Hyperscalers host and serve models at scale. They have the infrastructure, the enterprise sales relationships, the compliance certifications, and the data residency options that most large buyers require. They often license model access from frontier labs under commercial agreements and deliver it through their existing cloud platforms.
Aggregators provide unified API access across multiple models, typically with additional tooling — routing, evaluation, fine-tuning, cost management. They sit between the hyperscaler layer and the buyer, or sometimes between the lab and the buyer directly, depending on the model and the use case.
Enterprise buyers are at the bottom of the stack.

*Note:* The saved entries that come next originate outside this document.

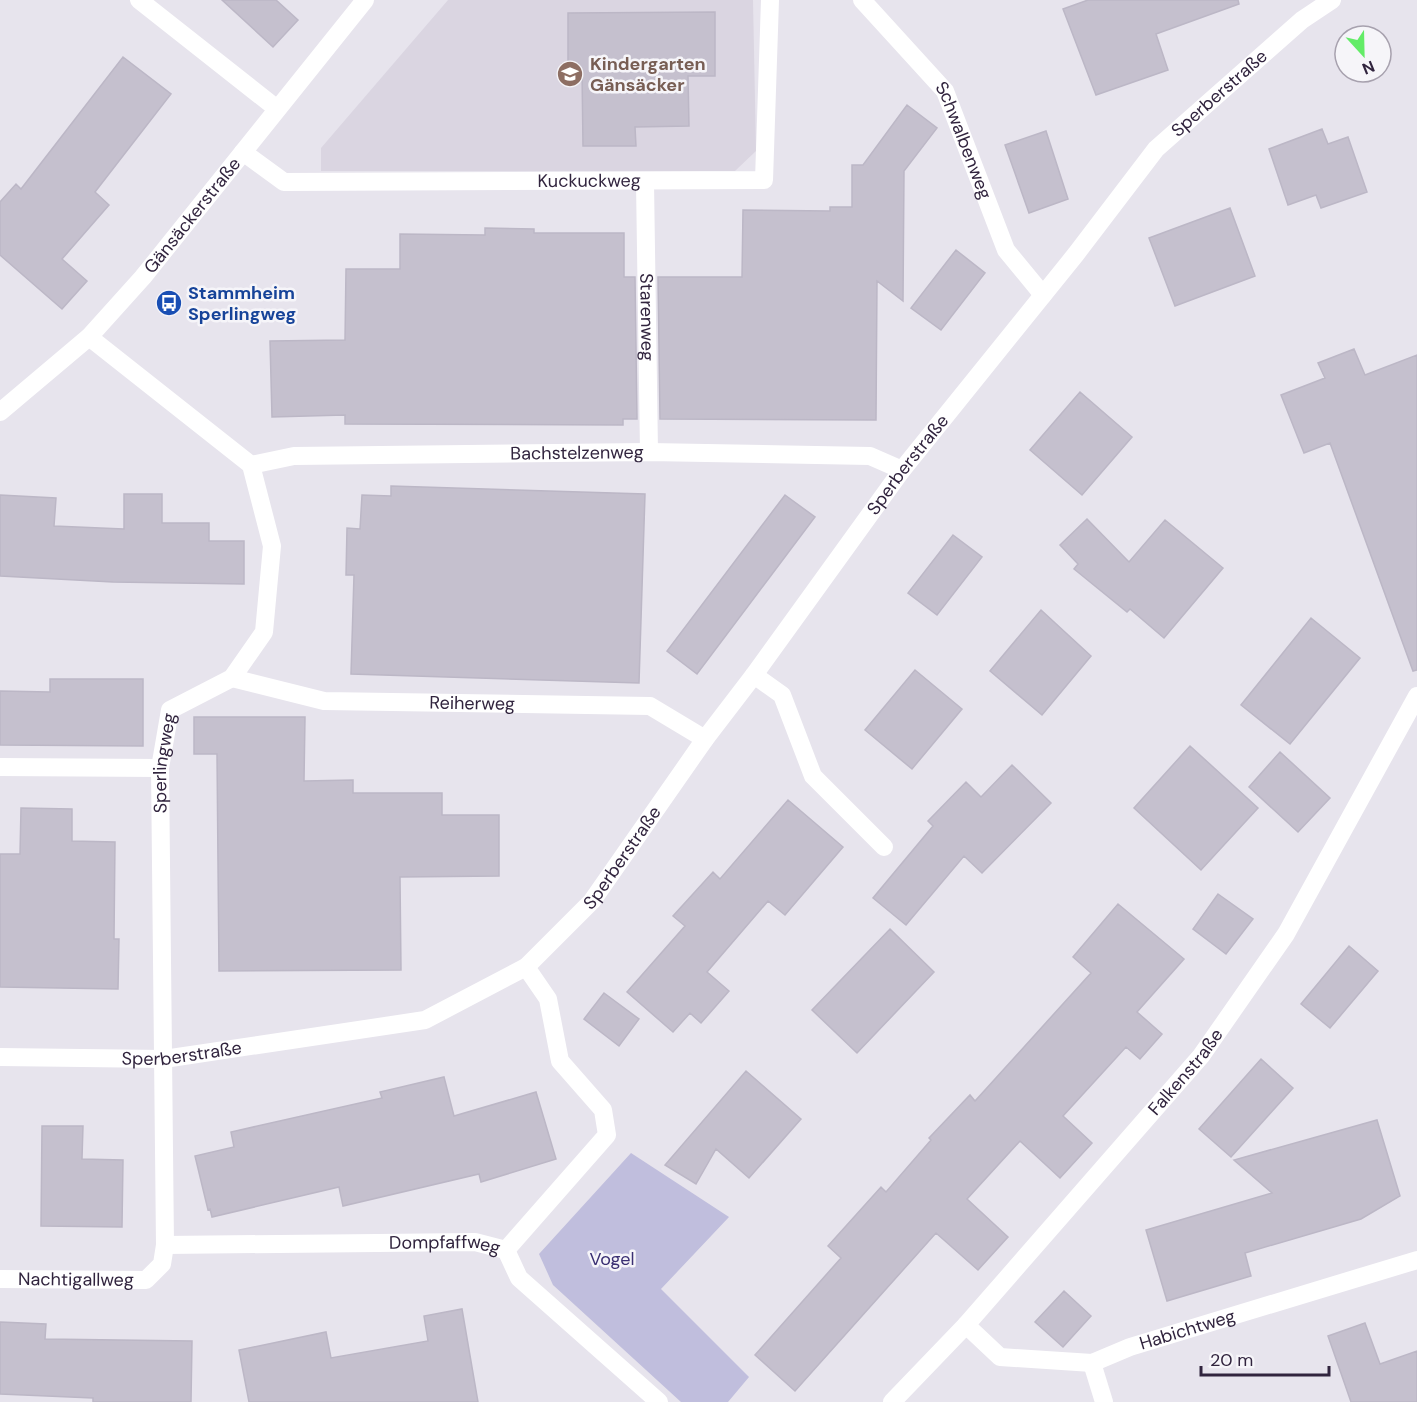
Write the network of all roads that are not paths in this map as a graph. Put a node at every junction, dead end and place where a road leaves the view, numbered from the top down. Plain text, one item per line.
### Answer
1 (139, 0) edge
2 (365, 0) edge
3 (770, 0) edge
4 (862, 0) edge
5 (1332, 0) edge
6 (276, 108) junction
7 (243, 152) junction
8 (645, 182) junction
9 (1043, 295) junction
10 (89, 337) junction
11 (0, 412) edge
12 (649, 452) junction
13 (251, 465) junction
14 (902, 470) junction
15 (754, 675) junction
16 (232, 678) junction
17 (1417, 696) edge
18 (705, 739) junction
19 (0, 767) edge
20 (160, 768) junction
21 (884, 847) dead end
22 (526, 967) junction
23 (0, 1058) edge
24 (164, 1059) junction
25 (165, 1245) junction
26 (506, 1250) junction
27 (1417, 1260) edge
28 (0, 1279) edge
29 (966, 1325) junction
30 (1092, 1363) junction
31 (659, 1402) edge
32 (892, 1402) edge
33 (1104, 1402) edge

1 - 6 street
2 - 6 street, Gänsäckerstraße
3 - 8 street, Kuckuckweg
4 - 9 street, Schwalbenweg
5 - 9 street, Sperberstraße
6 - 7 street, Gänsäckerstraße
7 - 8 street, Kuckuckweg
7 - 10 street, Gänsäckerstraße
8 - 12 street, Starenweg
9 - 14 street, Sperberstraße
10 - 11 street, Gänsäckerstraße
10 - 13 street
12 - 13 street, Bachstelzenweg
12 - 14 street, Bachstelzenweg
13 - 16 street, Sperlingweg
14 - 15 street, Sperberstraße
15 - 18 street, Sperberstraße
15 - 21 street
16 - 18 street, Reiherweg
16 - 20 street, Sperlingweg
17 - 29 street, Falkenstraße
18 - 22 street, Sperberstraße
19 - 20 street
20 - 24 street, Sperlingweg
22 - 24 street, Sperberstraße
22 - 26 street
23 - 24 street, Sperberstraße
24 - 25 street, Sperlingweg
25 - 26 street, Dompfaffweg
25 - 28 street, Nachtigallweg
26 - 31 street, Dompfaffweg
27 - 30 street, Habichtweg
29 - 30 street, Habichtweg
29 - 32 street, Falkenstraße
30 - 33 street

They contract with one of the middle layers — almost never directly with the frontier lab — and they often don't know, or don't ask, exactly which layer they're actually relying on for what.

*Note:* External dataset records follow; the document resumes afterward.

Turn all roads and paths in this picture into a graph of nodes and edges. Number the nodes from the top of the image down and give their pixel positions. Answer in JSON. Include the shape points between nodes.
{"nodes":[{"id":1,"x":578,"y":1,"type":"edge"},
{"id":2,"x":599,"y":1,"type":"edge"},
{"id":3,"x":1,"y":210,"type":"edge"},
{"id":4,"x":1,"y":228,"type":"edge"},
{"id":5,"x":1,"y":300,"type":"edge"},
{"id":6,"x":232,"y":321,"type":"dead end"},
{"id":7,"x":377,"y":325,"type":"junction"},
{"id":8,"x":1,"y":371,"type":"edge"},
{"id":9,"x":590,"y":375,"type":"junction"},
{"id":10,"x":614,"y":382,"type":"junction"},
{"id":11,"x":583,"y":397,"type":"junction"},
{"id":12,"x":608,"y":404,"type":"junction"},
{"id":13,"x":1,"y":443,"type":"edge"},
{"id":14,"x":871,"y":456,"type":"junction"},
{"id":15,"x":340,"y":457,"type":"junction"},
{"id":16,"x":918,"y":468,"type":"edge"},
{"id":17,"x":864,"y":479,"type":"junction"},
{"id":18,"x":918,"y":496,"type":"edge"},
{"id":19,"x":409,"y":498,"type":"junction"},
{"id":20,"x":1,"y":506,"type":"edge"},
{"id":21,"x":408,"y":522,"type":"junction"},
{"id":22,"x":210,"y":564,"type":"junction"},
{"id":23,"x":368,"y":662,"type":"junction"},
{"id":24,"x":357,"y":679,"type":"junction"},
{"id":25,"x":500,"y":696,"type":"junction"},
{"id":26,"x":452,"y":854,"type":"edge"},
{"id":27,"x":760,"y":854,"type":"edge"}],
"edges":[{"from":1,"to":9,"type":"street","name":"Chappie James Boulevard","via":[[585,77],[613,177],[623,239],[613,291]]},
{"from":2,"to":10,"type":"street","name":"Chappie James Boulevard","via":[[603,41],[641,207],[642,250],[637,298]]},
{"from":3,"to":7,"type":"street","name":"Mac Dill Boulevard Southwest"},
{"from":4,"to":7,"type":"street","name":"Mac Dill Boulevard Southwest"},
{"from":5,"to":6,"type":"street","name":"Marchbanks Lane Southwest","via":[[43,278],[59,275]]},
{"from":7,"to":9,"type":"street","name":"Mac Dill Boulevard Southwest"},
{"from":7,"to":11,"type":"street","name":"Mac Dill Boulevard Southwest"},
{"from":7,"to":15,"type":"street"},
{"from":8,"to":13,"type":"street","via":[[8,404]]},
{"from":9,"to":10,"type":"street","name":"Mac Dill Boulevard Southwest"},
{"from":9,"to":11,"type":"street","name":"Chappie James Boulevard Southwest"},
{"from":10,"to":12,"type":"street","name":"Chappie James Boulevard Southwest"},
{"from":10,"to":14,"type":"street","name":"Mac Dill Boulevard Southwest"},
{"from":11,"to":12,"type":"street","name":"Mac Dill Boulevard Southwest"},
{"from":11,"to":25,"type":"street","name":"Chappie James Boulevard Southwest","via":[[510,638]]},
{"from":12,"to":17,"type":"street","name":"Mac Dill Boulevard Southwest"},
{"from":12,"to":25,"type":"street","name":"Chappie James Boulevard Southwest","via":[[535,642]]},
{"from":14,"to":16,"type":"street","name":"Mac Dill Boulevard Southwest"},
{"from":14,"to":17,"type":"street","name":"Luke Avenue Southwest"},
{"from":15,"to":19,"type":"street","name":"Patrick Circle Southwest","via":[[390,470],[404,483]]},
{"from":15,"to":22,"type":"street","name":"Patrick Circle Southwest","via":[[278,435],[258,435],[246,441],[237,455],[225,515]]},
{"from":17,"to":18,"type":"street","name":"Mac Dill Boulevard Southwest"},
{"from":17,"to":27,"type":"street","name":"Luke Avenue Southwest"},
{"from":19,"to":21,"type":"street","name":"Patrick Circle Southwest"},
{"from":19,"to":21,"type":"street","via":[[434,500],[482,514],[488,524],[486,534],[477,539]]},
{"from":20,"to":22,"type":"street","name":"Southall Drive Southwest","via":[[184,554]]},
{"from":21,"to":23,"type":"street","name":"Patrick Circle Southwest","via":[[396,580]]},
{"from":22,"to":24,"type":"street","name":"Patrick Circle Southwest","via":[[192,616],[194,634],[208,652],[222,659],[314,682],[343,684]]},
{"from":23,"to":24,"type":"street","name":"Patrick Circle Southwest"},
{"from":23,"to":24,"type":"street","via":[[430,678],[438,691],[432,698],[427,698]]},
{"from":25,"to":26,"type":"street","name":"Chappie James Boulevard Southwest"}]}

That structure has direct implications for SLAs, data handling, model versioning, deprecation timelines, and liability. When a buyer asks "which model are we running?" they're often asking a question that their contract doesn't fully answer.

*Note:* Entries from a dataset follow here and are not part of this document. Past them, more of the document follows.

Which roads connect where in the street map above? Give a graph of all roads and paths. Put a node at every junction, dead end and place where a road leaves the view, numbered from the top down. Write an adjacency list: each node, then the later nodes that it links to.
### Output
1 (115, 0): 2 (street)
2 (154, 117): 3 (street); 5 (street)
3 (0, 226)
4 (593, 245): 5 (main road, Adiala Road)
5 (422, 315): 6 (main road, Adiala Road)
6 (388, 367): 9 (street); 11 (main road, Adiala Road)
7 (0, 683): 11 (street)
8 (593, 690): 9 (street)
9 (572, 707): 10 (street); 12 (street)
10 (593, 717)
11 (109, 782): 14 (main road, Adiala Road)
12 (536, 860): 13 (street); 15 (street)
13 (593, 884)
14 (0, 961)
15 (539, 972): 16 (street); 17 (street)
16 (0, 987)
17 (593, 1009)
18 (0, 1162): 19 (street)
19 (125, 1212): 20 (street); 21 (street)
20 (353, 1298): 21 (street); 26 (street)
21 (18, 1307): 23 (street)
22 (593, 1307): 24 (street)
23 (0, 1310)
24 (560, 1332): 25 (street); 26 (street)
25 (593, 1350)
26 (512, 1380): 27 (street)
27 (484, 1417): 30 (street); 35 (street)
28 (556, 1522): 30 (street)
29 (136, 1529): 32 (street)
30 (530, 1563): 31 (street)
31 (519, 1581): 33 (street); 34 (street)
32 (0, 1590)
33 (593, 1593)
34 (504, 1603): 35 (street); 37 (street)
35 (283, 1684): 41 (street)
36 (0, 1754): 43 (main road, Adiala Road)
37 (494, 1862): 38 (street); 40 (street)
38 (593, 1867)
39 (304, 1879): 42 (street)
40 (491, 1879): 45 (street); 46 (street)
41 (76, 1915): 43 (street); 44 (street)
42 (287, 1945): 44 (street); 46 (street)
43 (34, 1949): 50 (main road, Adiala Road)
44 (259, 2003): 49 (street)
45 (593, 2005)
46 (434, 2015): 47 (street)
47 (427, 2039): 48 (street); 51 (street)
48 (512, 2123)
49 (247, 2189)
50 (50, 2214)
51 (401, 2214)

Why This Is Appearing in Buyer Conversations Now
For most of the past decade, enterprise software procurement was simpler in one specific way: the vendor who sold you the product was the vendor who built it. You knew who was responsible for uptime, security, and roadmap. The contract told you.
AI changed that. The frontier labs that produce the most capable models are, in most cases, not structured or scaled to be enterprise software vendors. They don't have the compliance infrastructure, the data residency options, or the enterprise support organizations that large buyers — especially in the public sector — require. So the hyperscalers stepped in as the delivery layer, and the aggregators stepped in to add flexibility and tooling on top.
AI procurement is now a supply chain problem. And like any supply chain, it has handoff points where accountability can get murky.
Buyers are starting to notice. CAIOs and CIOs who've done a first round of AI pilots are now asking harder questions: Who is responsible if the model behavior changes? What happens to our data during inference? If the lab updates the model, does our vendor notify us? These questions don't have clean answers yet, and the fact that they don't is itself something a seller needs to be able to speak to.
What This Section Covers
The pieces that follow go one layer at a time. Frontier labs get examined for how they differ in their approach to openness, governance, and commercial access — and why those differences matter for what a buyer can actually do with a model. Hyperscalers get examined for how they've structured their AI offerings and what that means for enterprise buyers who already have cloud commitments. The aggregator layer gets its own treatment, covering the specific use cases where it adds value versus where it adds complexity. And the open-weights question gets a full piece — what it means for a model to be "open," why that matters for deployment and compliance, and where the public sector is landing on it.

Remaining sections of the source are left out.